Sustainability can be overwhelming if you’ve never given it much thought before. However, with a few simple changes the joys of eating sustainably are well worth the effort. We will dive deeper in the posts to follow.

The wonder of Spring and the coming of new life on our ranch.

Fall Reflections

Fall is here. You can feel it in the air. Here in the valley on our farm we are picking the first pumpkins and preparing to open our pumpkin patch.

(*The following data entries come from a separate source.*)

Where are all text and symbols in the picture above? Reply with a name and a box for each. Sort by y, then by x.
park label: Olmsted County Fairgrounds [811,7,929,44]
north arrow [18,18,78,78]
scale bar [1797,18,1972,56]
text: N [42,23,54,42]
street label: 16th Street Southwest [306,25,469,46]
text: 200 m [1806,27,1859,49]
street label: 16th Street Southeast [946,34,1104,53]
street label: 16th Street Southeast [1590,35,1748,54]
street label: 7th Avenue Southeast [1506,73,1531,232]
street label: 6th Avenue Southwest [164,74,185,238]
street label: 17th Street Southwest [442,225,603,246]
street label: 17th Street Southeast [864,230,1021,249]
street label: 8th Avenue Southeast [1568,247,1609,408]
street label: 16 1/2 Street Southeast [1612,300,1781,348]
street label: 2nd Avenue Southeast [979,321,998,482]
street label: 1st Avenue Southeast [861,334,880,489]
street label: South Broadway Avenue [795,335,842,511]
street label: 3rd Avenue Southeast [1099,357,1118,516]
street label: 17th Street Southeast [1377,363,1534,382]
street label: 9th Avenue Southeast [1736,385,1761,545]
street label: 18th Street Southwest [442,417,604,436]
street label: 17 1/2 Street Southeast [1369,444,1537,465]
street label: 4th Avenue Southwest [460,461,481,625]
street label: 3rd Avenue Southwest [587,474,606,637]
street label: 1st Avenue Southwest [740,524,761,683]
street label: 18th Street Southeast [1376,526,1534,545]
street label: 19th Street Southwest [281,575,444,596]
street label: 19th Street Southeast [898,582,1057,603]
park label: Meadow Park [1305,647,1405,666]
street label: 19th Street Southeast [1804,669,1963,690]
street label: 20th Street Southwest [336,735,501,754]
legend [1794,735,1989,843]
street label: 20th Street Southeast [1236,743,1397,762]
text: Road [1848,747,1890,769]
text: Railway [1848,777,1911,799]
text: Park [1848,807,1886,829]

In our ranches higher country, sheep are coming down from the high mountain pastures, the trees are changing color and the first tiny snow flurries float down to cover everything one day and disappear the next.

As I prepare for Mabon, Samhain, Thanksgiving, and all the fall activities, I find myself reflecting and traveling deeper into my inner world. It is the natural rhythm of the earth and of our spirits to do this in the fall. As I reflect, I remember that the motherhood time of small children is short like the waxing and waning of the seasons. Soon the leaves of childhood will fall to give way to the changes that bring on adulthood. There are so many ways I feel I fail to capture the wonder of what this journey really embodies and offers us. I don’t want to look back and say, “I wish ____________________”. 

If you are like me, you can get wrapped up in the plan of the holidays, and the execution of doing it all. My children can become little pawns in my big plans. I find myself trying to execute the picture perfect holiday and do all the top activities while falling short of capturing the spirit and sacred connection of it all. 

Inner growth takes time and it is an investment for more than yourself.  

However, when I pause in the quiet moments, I realize my children don’t care about how many things we do or how perfect the craft came out…they care about my presence. When my children say, “that was a great day mom” they say it based on how much our spirits connected and it has nothing to do with whether it was an instagram worthy craft or a messy table and floor I want no one to see. 

Connection with others springs from the inner growth of our own spirits. In motherhood time is precious not just in the sense of time with our children but also in the sense that there seems to be so much less of it. This is why I am choosing to make my festivals this year more simple. 

The more duties I assign to my motherhood the less inner growth I have time to nuture.  

I can pull off an amazing dinner, do the 10 top Mabon activities on Pinterest and exhaustedly orchestrate it all like a drill sergeant or I can do a few meaningful things while taking time to journal, reflect, touch the earth, speak to the divine, and nature the well of inner peace. It is from this well I can offer myself to my children after all. Inner growth takes time and is an investment for more than just yourself. 

This season I want to ask myself if my life about connection or performance? 

Do I listen when they speak…do I take time to understand and empathize… am I truly present while we celebrate this time of days and seasons… do I rush them or do I cuddle and ease them to sleep…are they a task for my day or a relationship…when they mess up do I express disappointment in them or do I share in their journey as a human who has been there before and knows human life is messy…do I try to show an illusion of perfection or do allow myself to be humbled before them…

What I can offer my children most this season is not in the perfectly performed festival. The greatest gift I can offer is myself living my own life in full connection to the spirit of the values I believe in.